Ensuite, dans Le fils du Démon (Son of the Demon), récit de Mike W. Barr sur un dessin très clair et détaillé de Jerry Bingham paru initialement en 1987 (et merci à Urban par ailleurs d'avoir laissé la sublime préface de l'époque signée Mark Hamill, oui oui, grand fan de Batman devant l'éternel depuis sa plus tendre jeunesse et qui participera à de nombreuses adaptations animées en prêtant sa voix au Joker), retour au présent avec Batman enquêtant sur l'assassinat d'un scientifique, dont les recherches semblent liées à Ra's al Ghul. Découvrant finalement que le véritable assassin désire en réalité détruire Ra's et sa Ligue des Assassins ainsi que tous ses projets, Batman décide de s'allier avec le terroriste immortel afin de retrouver Qayin, ancien fils adoptif de Ra's dont les parents ont été tué dans le bombardement nucléaire du Japon en 1945 sur les ordres de ce dernier et qui désire depuis se venger, avant qu'il ne mette son plan à exécution et ne provoque une catastrophe diplomatique sans précédent en pleine Guerre Froide, qui pourrait déclencher un hiver nucléaire sur toute la planète. L'occasion pour Batman de se rapprocher comme jamais de Ra's et de sa fille Talia, nouant une idylle amoureuse avec elle et concevant même un enfant. Les heures sombres semblent alors s'éloigner et les esprits sont la fête, à l'union.
Mais bien vite la cruelle réalité refait surface et emporte avec elle son lot d'espoirs et de rêves brisés.
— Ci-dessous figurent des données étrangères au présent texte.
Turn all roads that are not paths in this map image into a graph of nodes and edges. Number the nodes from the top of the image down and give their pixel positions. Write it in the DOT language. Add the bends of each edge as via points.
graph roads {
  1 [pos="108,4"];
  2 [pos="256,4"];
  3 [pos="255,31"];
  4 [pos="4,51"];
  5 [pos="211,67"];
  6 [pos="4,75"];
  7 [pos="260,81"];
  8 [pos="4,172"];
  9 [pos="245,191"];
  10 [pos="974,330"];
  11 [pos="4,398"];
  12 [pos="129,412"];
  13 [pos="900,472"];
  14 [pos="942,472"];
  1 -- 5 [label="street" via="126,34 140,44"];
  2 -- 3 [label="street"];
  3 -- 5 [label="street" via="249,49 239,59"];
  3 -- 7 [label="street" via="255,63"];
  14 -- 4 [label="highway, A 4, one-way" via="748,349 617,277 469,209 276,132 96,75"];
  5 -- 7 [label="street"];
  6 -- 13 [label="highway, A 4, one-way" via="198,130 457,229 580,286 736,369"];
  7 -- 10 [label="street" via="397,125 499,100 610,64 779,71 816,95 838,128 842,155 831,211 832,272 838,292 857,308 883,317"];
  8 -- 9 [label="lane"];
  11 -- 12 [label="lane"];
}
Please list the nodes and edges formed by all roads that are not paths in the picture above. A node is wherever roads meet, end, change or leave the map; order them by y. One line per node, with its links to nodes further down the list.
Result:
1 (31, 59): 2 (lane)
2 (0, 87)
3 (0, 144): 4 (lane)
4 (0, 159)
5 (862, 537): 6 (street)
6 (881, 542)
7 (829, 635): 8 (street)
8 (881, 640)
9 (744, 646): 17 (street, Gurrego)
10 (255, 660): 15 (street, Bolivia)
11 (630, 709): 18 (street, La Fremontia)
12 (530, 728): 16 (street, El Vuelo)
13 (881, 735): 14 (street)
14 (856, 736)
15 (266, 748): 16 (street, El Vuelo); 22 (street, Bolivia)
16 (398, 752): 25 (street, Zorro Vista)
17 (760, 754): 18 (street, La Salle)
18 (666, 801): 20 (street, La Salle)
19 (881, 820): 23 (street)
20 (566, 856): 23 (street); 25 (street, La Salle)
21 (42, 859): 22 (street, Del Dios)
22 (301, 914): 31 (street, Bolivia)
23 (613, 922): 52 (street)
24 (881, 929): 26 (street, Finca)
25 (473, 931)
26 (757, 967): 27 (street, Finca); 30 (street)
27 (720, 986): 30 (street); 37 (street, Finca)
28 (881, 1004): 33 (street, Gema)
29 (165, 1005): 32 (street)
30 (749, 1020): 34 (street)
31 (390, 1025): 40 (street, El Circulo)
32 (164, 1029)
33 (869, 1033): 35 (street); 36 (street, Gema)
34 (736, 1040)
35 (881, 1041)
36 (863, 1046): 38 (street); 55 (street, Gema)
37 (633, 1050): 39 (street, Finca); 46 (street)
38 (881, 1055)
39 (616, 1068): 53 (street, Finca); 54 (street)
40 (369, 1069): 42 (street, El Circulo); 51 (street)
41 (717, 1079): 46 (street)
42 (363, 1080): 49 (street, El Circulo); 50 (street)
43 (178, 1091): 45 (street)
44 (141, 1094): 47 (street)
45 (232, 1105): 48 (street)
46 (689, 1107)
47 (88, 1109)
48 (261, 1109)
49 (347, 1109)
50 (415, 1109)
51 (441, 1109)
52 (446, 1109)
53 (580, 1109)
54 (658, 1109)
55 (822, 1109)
L'enfant à naître n'est plus et Batman, dévasté par cette perte, s'embarque dans une croisade d'une violence rare aux côtés de Ra's al Ghul pour mettre un terme définitif aux agissements de Qayin. L'occasion pour Ra's de lui aussi connaître un changement très important, en choisissant pour la première fois de renoncer à ses idéaux et à ses rêves d'une planète libérée du fléau de l'humanité, se posant exceptionnellement en sauveur de celle-ci et faisant preuve d'un héroïsme dont on ne le croyait plus capable depuis bien des siècles. La preuve, peut-être, que tout le monde peut un jour changer, et qu'il reste toujours un espoir quelque part ? Malgré le côté très sombre de cette fin, un rayon d'espoir subsiste bel et bien car l'on découvre que l'enfant n'est pas mort en réalité et qu'il a été confié aux bons soins d'un orphelinat par sa mère, désirant conserver le secret dans un but des plus mystérieux (Grant Morrison, je t'ai vu !)...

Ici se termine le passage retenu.